Definitivamente iba a ser un día caótico. Nacho tendría que despertarse temprano para poder coger el bus e ir al colegio con su hermana, al tiempo que seguramente aún estaba con el desayuno en la garganta. Luego, ya en la escuela, quedaban por delante seis aburridas horas de clase mientras recibía alguna desagradable nota de evaluación, pues el final de trimestre estaba peligrosamente próximo. Por la tarde, nada más terminar de comer, tocaba ensayo con su grupo y luego, salir corriendo al gimnasio donde a toda velocidad se pondría el kimono para realizar su deporte favorito: judo. Por último, por la noche era la hora de la cena con la clase y, todo el mundo sabe que después de una cena de esas, toca ir de fiesta por Vinos, la mejor zona de marcha de toda Europa en opinión de Nacho.
                Pero para eso aún quedaban unas horas. Un pitido le despertó de sus pensamientos: el microondas había acabado de calentar la leche que se tomaba en su habitación después de cenar. Abrió la puerta del aparato y sacó una caliente taza que soplándola, la transportó hasta la mesa. Desvió la mirada hacia la ventana para ver si el tiempo había mejorado un poco. Pero seguía lloviendo con intensidad; las nubes negras cegaban la luna y tendían su manto de tinieblas sobre los tejados de la ciudad. El clima era todo lo contrario al de los días anteriores en los que había lucido un sol espléndido. Gota tras gota, la lluvia acribillaba con rabia las ventanas y empapaba las calles provocando que en el exterior hiciese mucho frío, más del que normalmente hace en Vigo, Galicia.           

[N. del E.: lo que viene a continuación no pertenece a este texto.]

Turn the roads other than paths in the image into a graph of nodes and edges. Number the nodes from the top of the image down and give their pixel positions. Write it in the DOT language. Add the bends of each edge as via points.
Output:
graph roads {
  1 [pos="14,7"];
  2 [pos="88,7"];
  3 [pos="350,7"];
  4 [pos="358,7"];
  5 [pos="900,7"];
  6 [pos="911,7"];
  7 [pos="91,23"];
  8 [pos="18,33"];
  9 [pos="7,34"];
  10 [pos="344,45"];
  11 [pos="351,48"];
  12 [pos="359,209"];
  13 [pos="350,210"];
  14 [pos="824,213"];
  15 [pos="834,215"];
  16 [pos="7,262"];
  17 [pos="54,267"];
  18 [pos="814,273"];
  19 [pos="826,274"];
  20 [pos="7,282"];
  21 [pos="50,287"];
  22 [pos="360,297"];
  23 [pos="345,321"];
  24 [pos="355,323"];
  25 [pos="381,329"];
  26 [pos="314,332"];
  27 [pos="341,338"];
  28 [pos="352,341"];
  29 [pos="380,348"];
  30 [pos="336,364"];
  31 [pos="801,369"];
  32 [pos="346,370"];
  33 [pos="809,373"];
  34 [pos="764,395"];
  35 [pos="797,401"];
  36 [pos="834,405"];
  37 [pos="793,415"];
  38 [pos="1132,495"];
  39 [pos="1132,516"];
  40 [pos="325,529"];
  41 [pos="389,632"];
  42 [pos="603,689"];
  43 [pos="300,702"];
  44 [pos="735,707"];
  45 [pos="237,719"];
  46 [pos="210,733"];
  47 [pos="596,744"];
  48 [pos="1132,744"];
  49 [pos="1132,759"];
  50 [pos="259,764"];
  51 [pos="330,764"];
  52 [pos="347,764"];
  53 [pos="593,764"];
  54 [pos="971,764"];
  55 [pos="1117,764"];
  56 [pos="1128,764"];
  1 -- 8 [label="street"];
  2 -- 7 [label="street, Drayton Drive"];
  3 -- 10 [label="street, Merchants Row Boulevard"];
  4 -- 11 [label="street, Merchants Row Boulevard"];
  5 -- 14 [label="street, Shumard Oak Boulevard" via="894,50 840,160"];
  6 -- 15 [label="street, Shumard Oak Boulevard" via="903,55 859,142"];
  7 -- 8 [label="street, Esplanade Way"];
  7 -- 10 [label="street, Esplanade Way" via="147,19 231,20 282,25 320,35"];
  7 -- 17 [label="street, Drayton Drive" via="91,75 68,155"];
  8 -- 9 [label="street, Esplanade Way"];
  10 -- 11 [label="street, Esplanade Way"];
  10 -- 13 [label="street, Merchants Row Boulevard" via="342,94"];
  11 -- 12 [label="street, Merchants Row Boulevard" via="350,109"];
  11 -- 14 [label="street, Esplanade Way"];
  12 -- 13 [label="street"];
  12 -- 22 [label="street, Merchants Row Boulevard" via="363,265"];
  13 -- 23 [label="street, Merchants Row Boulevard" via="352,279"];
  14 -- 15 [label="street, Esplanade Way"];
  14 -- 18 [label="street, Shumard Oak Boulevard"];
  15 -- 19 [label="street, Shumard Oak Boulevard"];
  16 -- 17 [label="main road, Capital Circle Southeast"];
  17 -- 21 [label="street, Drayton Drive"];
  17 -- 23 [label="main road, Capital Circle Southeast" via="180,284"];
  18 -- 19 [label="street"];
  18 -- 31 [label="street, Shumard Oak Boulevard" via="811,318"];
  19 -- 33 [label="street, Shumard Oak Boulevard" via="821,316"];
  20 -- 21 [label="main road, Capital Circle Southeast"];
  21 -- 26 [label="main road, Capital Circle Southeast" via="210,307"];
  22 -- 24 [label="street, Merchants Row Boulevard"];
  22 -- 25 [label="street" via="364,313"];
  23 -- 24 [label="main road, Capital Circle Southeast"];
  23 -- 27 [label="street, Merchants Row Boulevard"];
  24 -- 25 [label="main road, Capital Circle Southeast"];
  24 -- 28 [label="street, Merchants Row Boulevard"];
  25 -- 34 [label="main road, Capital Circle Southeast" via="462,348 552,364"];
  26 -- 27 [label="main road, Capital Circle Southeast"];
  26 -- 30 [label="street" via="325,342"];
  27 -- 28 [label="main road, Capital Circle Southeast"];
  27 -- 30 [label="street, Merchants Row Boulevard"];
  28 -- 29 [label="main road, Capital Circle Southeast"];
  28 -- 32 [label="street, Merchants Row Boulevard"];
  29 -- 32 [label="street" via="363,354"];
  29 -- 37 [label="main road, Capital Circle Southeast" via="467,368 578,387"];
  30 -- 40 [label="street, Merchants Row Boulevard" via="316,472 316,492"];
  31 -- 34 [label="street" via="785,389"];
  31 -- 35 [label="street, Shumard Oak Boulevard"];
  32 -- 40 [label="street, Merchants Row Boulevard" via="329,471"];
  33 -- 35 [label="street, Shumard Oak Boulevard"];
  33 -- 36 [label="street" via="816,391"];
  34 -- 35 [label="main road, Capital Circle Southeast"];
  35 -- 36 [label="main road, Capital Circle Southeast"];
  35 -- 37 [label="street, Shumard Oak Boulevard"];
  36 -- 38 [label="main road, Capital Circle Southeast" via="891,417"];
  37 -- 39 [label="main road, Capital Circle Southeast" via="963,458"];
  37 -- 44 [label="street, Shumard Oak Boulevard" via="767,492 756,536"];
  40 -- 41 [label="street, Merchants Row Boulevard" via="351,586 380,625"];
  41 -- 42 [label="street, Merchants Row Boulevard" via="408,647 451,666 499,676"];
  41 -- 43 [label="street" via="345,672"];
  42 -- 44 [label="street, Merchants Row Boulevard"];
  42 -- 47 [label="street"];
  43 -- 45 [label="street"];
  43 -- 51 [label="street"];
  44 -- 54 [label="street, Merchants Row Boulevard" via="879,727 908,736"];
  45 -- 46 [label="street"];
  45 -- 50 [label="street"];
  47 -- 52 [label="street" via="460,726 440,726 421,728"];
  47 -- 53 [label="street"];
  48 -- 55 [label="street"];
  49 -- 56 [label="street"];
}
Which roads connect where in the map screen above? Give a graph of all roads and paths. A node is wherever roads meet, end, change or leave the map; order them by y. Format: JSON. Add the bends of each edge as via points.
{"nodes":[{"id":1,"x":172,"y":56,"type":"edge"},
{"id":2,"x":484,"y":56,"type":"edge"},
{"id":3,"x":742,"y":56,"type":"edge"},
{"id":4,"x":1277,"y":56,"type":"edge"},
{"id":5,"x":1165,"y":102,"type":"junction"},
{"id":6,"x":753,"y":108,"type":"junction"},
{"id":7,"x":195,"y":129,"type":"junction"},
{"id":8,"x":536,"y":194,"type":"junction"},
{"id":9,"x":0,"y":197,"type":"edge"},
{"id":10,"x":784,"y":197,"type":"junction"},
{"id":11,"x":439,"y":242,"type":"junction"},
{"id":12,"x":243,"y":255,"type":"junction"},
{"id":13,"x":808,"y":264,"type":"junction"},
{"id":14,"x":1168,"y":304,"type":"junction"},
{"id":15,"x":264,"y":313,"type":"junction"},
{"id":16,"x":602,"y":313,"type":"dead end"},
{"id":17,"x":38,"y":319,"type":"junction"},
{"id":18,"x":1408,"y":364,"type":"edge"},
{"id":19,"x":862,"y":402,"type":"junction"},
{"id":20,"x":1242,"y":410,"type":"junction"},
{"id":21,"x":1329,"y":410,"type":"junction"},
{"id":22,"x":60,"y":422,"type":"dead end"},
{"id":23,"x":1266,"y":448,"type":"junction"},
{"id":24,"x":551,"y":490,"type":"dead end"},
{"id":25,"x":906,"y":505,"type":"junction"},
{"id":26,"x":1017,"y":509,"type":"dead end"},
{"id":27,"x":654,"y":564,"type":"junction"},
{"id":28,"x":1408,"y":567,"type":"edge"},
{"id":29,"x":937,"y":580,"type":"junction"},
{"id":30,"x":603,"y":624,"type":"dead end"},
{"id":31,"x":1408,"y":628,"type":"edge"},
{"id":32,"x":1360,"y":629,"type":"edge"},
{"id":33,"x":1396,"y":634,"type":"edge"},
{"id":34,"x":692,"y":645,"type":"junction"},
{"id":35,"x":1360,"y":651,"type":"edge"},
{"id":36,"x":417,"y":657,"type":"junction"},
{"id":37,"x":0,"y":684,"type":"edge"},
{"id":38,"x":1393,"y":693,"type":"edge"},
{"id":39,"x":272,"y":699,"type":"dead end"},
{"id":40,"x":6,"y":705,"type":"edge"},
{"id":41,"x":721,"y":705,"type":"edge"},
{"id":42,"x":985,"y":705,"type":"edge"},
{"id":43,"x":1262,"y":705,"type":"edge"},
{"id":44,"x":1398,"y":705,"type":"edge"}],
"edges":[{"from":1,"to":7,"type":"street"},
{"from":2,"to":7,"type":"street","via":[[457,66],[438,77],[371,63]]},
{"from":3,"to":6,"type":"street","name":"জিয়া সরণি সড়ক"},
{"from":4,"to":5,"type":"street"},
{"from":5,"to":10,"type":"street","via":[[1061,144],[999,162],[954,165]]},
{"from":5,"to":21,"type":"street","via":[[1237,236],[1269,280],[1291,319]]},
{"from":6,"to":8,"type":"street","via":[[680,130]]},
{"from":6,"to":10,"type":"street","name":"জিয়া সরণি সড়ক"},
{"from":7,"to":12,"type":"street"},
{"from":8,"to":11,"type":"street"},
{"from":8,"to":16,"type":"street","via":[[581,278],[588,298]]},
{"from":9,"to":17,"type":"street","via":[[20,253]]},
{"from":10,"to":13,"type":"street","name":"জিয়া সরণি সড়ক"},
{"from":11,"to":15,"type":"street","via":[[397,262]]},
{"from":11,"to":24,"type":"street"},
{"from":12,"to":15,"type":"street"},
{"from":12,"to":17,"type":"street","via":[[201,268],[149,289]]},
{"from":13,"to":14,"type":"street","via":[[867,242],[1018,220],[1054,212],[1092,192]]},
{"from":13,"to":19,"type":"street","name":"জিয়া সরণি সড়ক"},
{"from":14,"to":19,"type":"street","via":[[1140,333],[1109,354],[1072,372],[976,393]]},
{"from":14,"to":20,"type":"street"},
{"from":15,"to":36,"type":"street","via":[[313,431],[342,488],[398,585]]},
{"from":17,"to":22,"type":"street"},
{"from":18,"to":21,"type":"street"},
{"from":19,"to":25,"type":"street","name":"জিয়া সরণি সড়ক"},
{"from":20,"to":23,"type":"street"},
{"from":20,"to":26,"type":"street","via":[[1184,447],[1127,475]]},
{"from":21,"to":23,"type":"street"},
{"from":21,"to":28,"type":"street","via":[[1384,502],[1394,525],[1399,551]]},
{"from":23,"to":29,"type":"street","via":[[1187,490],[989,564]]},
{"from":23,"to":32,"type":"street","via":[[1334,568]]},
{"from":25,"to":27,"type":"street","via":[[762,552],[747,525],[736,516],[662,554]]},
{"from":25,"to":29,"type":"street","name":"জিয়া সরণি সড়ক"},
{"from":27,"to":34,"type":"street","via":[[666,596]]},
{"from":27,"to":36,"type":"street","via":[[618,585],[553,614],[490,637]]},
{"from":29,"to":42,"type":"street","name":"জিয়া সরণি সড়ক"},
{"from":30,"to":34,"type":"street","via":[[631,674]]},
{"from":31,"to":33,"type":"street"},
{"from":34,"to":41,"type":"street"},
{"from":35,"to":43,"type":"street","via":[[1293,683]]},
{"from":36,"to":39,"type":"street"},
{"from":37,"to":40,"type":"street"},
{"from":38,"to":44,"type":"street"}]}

                Nacho Arregui se vio reflejado en el cristal de la ventana. La imagen estaba distorsionada pero se reconoció al instante. A sus quince años, el muchacho era muy atractivo y su peinado castaño jaspeado de rubio era la envidia de multitud de chicos de su edad; lo tenía largo por atrás hasta la altura de los hombros y un tanto cardado, similar a algunos de sus ídolos del rock como Poison, White Lion o Ratt. Al muchacho le encantaba su pelo; había tardado varios años y un sinnúmero de enojos con su madre para dejarlo como a él le gustaba. Su mirada reflejada en el cristal se encontraba cansada a origen de todas las desdichas que había sufrido últimamente. A pesar de esto, el color habitual de sus ojos permanecía intacto: oscuros y grises, del mismo color del firmamento en una noche nublada de otoño. Según sus seres queridos, eran concentrados y enigmáticos, aunque también serenos y soñadores, románticos; distintivo que manifestaba muy bien la personalidad del chico.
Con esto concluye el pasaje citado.